Review: ReProCor – Meditations on Concrete Jazz (Research Products Corporation, Feb 21)

Ambient music—the kind I enjoy, at least—often augments harmonic and/or melodic elements with complimentary externalities, most often field or domestic recordings, that lend an additional layer of intrigue for whatever notes, textures, or mixture of both is occurring. Fascinatingly, Meditations on Concrete Jazz is the exact opposite: a docile outdoor environment is the primary feature of this hour-long, two-part suite, and it is the intrusions by the performer, both conventional and abstract, that act as complements. Even more interesting is the strange panning that occurs “at random,” bizarrely inserted by intermittent malfunctions of the cheap mono-only Radio Shack tape recorder being used.
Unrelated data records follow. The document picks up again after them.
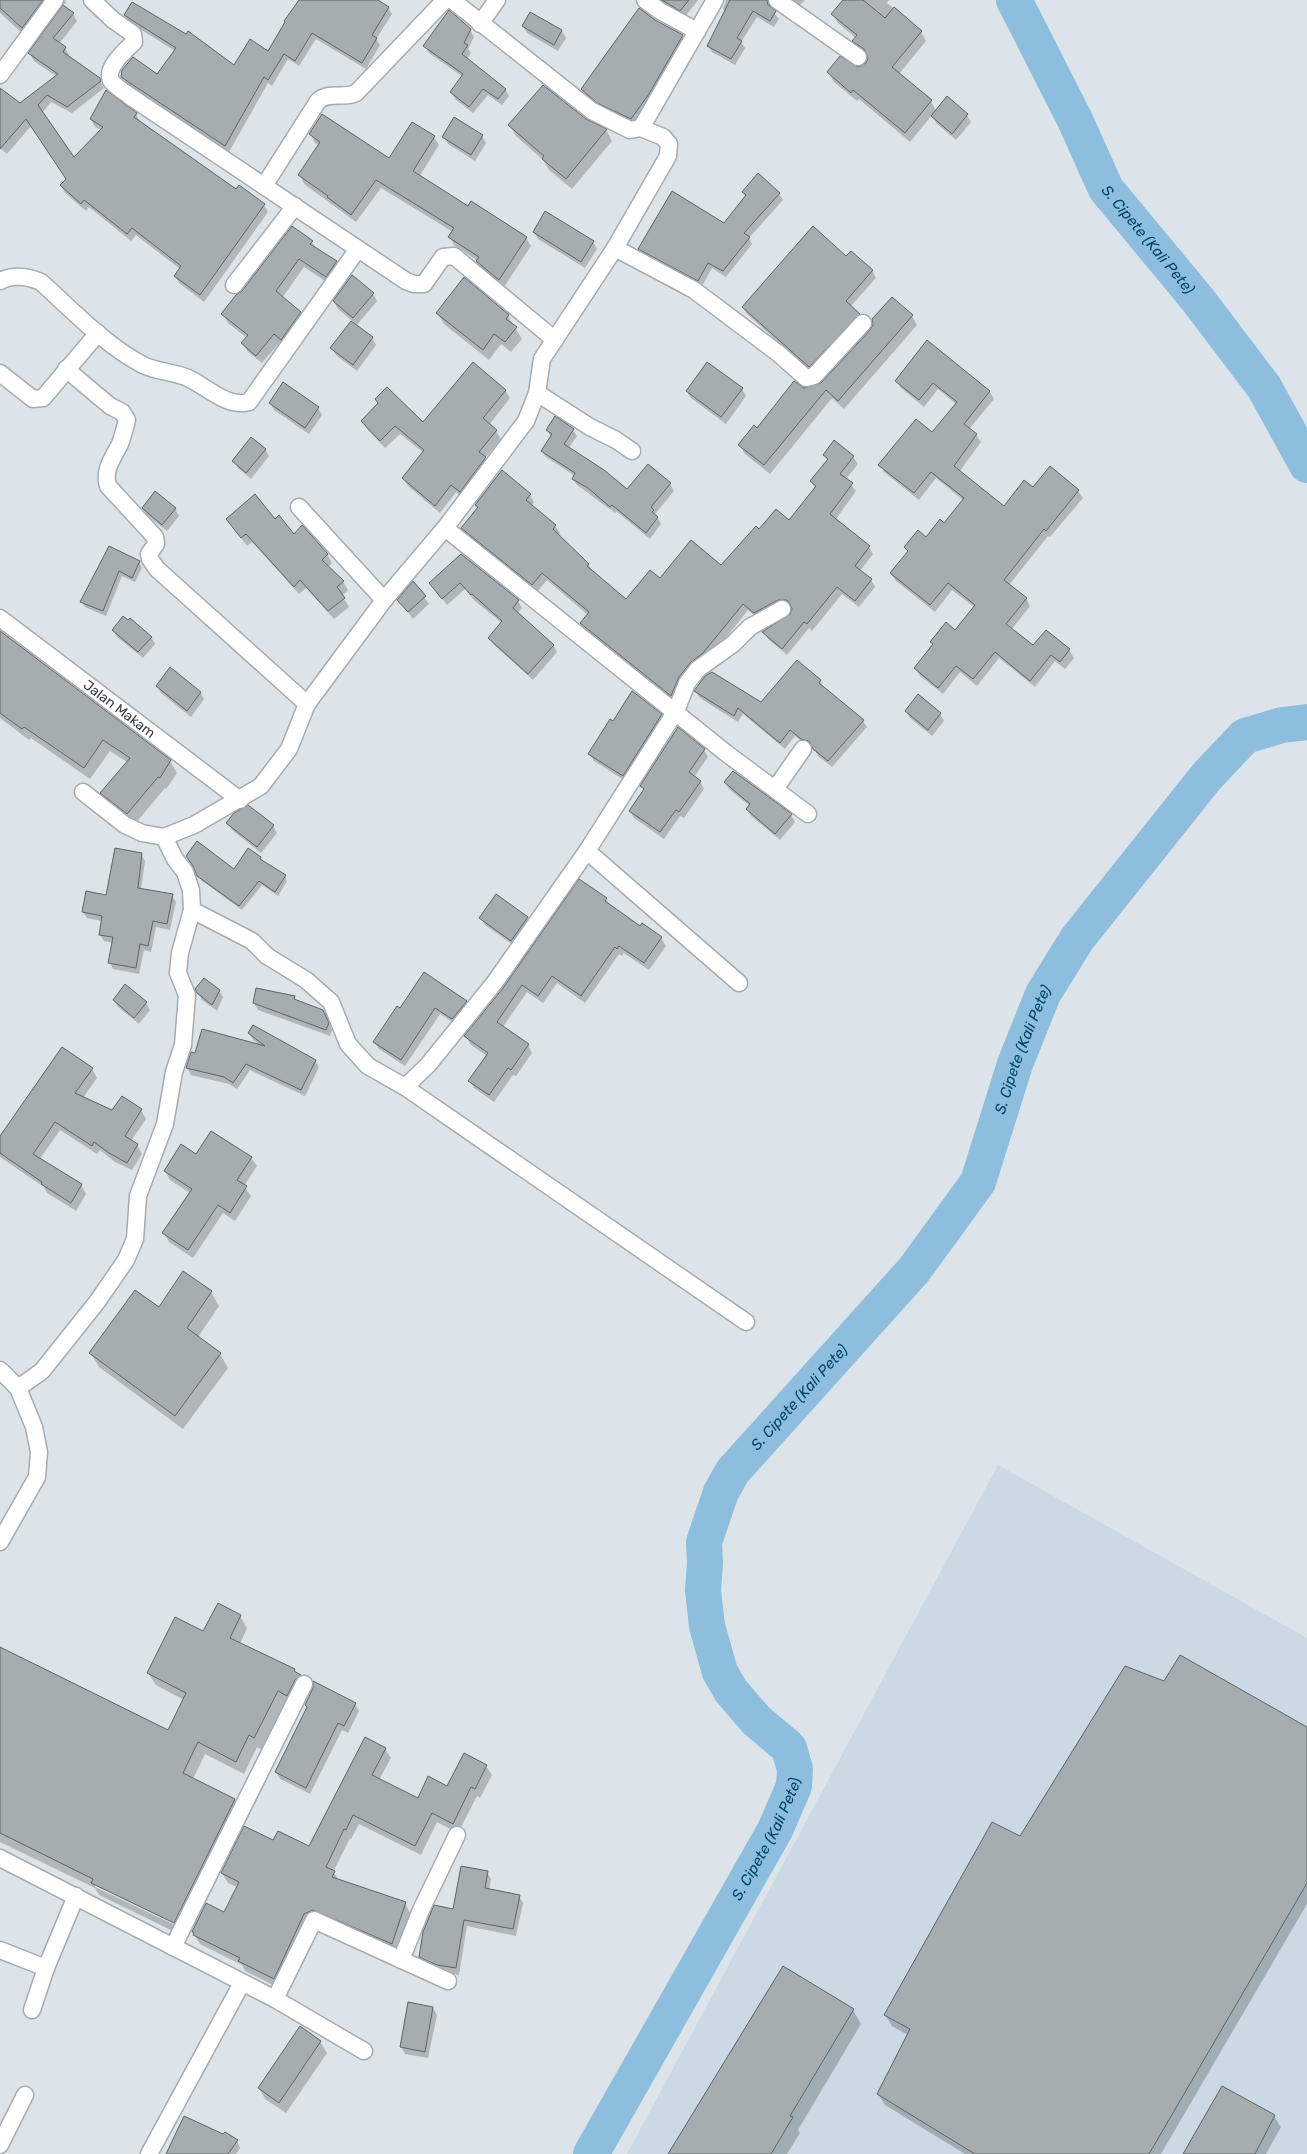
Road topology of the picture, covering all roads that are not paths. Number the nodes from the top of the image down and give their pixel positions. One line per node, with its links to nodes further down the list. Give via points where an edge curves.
1 (55, 0): 12 (street)
2 (92, 0): 14 (street, via 134,38 111,68 111,81)
3 (445, 0): 14 (street, via 356,93 350,96 329,95 318,101)
4 (452, 0): 9 (street)
5 (496, 0): 9 (street)
6 (645, 0): 10 (street)
7 (715, 0): 10 (street)
8 (777, 0): 11 (street)
9 (480, 24): 13 (street, via 592,111 630,130)
10 (697, 31): 13 (street)
11 (858, 57)
12 (0, 74)
13 (641, 128): 16 (street, via 663,137 669,144 668,156)
14 (264, 186): 15 (street)
15 (295, 206): 17 (street); 19 (street)
16 (615, 248): 20 (street, via 694,290 806,378 814,376); 22 (street)
17 (358, 249): 21 (street, via 249,402 230,402 182,375 158,372 140,364); 22 (street, via 414,284 424,284 443,258 454,256)
18 (0, 281): 21 (street, via 19,276 41,282)
19 (234, 285)
20 (863, 323)
21 (98, 333): 23 (street)
22 (555, 340): 25 (street, via 542,359)
23 (66, 369): 24 (street, via 43,398 38,399 26,395); 32 (street, via 110,406 122,412 127,420 105,478 108,486 155,537 156,544 149,554 150,559)
24 (0, 373)
25 (537, 393): 26 (street); 28 (street, via 526,421)
26 (632, 451)
27 (299, 507): 29 (street)
28 (445, 528): 29 (street); 33 (street)
29 (384, 600): 32 (street)
30 (782, 609): 33 (street, via 750,627 733,644 698,669 687,682)
31 (0, 618): 37 (street, Jalan Makam)
32 (307, 704): 37 (street, via 289,748 261,786)
33 (676, 711): 35 (street); 40 (street)
34 (803, 749): 35 (street)
35 (775, 789): 38 (street)
36 (83, 792): 39 (street, via 125,825 142,833)
37 (240, 800): 39 (street)
38 (808, 814)
39 (164, 837): 41 (street, via 186,872)
40 (587, 851): 42 (street); 43 (street, via 495,982 428,1065)
41 (192, 910): 43 (street, via 252,941 267,956 306,980 331,1002 348,1044 368,1066); 46 (street, via 178,973 187,995 183,1045 164,1124 138,1196 135,1239 126,1260 97,1302 42,1371)
42 (739, 984)
43 (405, 1087): 44 (street)
44 (746, 1322)
45 (0, 1370): 46 (street)
46 (18, 1388): 47 (street, via 34,1427 39,1452 37,1477)
47 (0, 1542)
48 (304, 1684): 52 (street)
49 (457, 1835): 54 (street)
50 (0, 1858): 51 (street)
51 (76, 1896): 52 (street); 55 (street)
52 (173, 1946): 57 (street)
53 (0, 1950): 55 (street)
54 (401, 1960): 56 (street); 58 (street, via 314,1920)
55 (46, 1968): 59 (street)
56 (448, 1981)
57 (242, 1983): 58 (street); 63 (street)
58 (275, 1999): 60 (street)
59 (32, 2010)
60 (364, 2051)
61 (25, 2095): 62 (street)
62 (0, 2145)
63 (149, 2154)

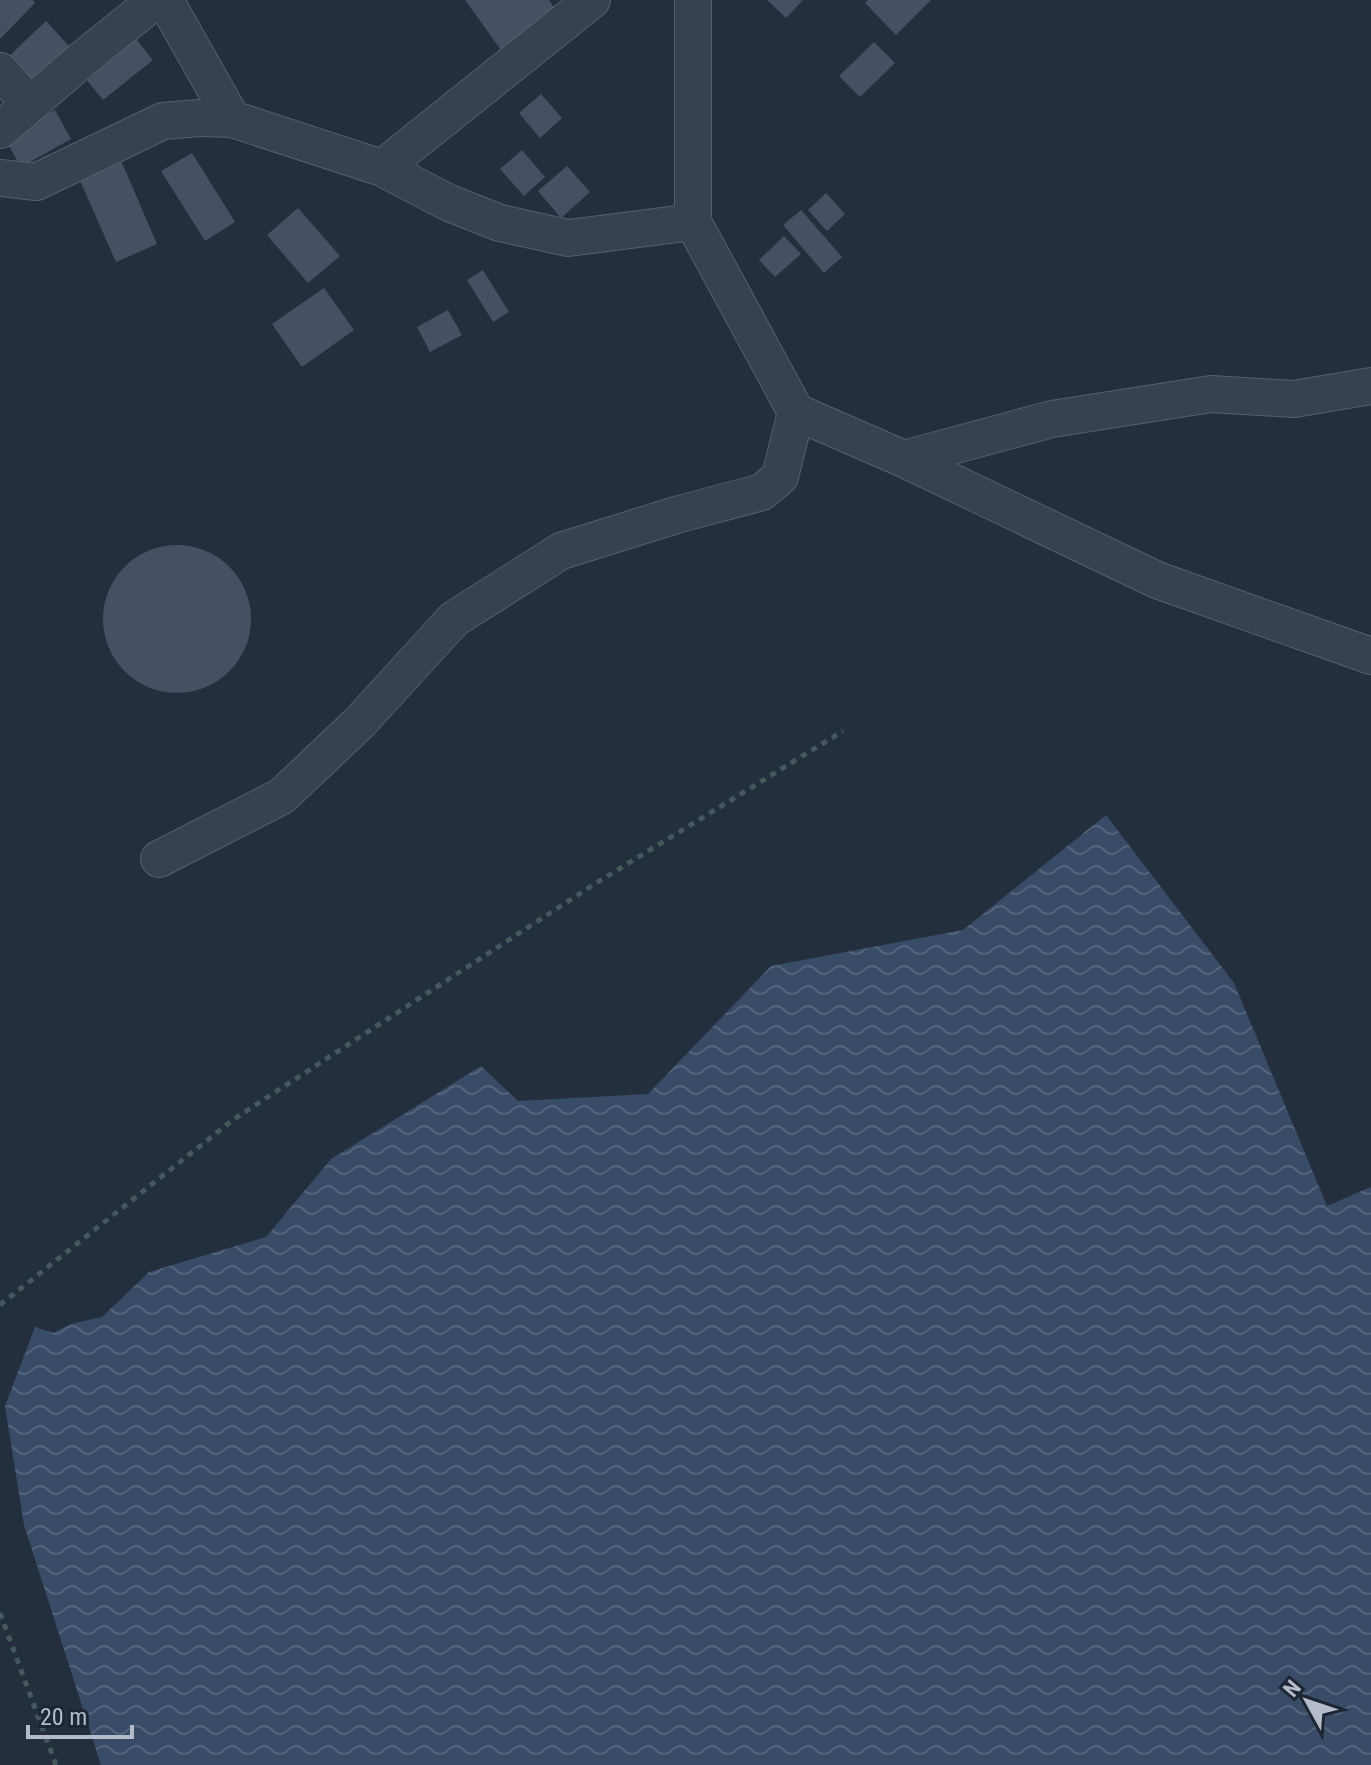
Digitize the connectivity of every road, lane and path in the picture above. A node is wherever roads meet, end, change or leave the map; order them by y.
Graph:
1 (156, 0) edge
2 (165, 0) edge
3 (592, 0) edge
4 (693, 0) edge
5 (0, 71) edge
6 (29, 103) junction
7 (232, 119) junction
8 (0, 130) edge
9 (382, 168) junction
10 (0, 178) edge
11 (693, 222) junction
12 (1371, 386) edge
13 (796, 412) junction
14 (904, 459) junction
15 (1371, 656) edge
16 (843, 731) dead end
17 (159, 859) dead end
18 (0, 1305) edge
19 (0, 1613) edge
20 (56, 1765) edge

1 - 6 street
2 - 7 street
3 - 9 street
4 - 11 street
5 - 6 street
6 - 8 street
7 - 9 street
7 - 10 street
9 - 11 street
11 - 13 street
12 - 14 street
13 - 14 street
13 - 17 street
14 - 15 street
16 - 18 path
19 - 20 path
Though the A side immediately lulls and beckons with organic serenity that has just the right amount of less cozy, but no less appealing qualities (pointed stagnancy, ambiguity, evasiveness), it isn’t until around six minutes in that the beauty this modest setup has the potential to create truly takes off in the form of scuzzy, no-fi synth wash—somewhere between a peephole to heaven and a soft amber light at the end of an old soot-choked city street—anchoring the center channel while the familiar sound of distant birdsong flits in the far left. This moment is a perfect example of the aforementioned sonic role reversal; it’s less that the synth is the true focus and more like it’s graciously given the stage for a few moments with nature, the actual backbone, watching fondly. It’s rivaled on the less musical side, however, by a transcendent trio of tape hiss, trains, and tapped metal on side B, one of many blurred-edge episodes that make this tape’s sixty-two minutes feel like half that at most. It’s finally been warm enough lately for me to spend extended periods of time outside, so I couldn’t have discovered Meditations on Concrete Jazz at a better time.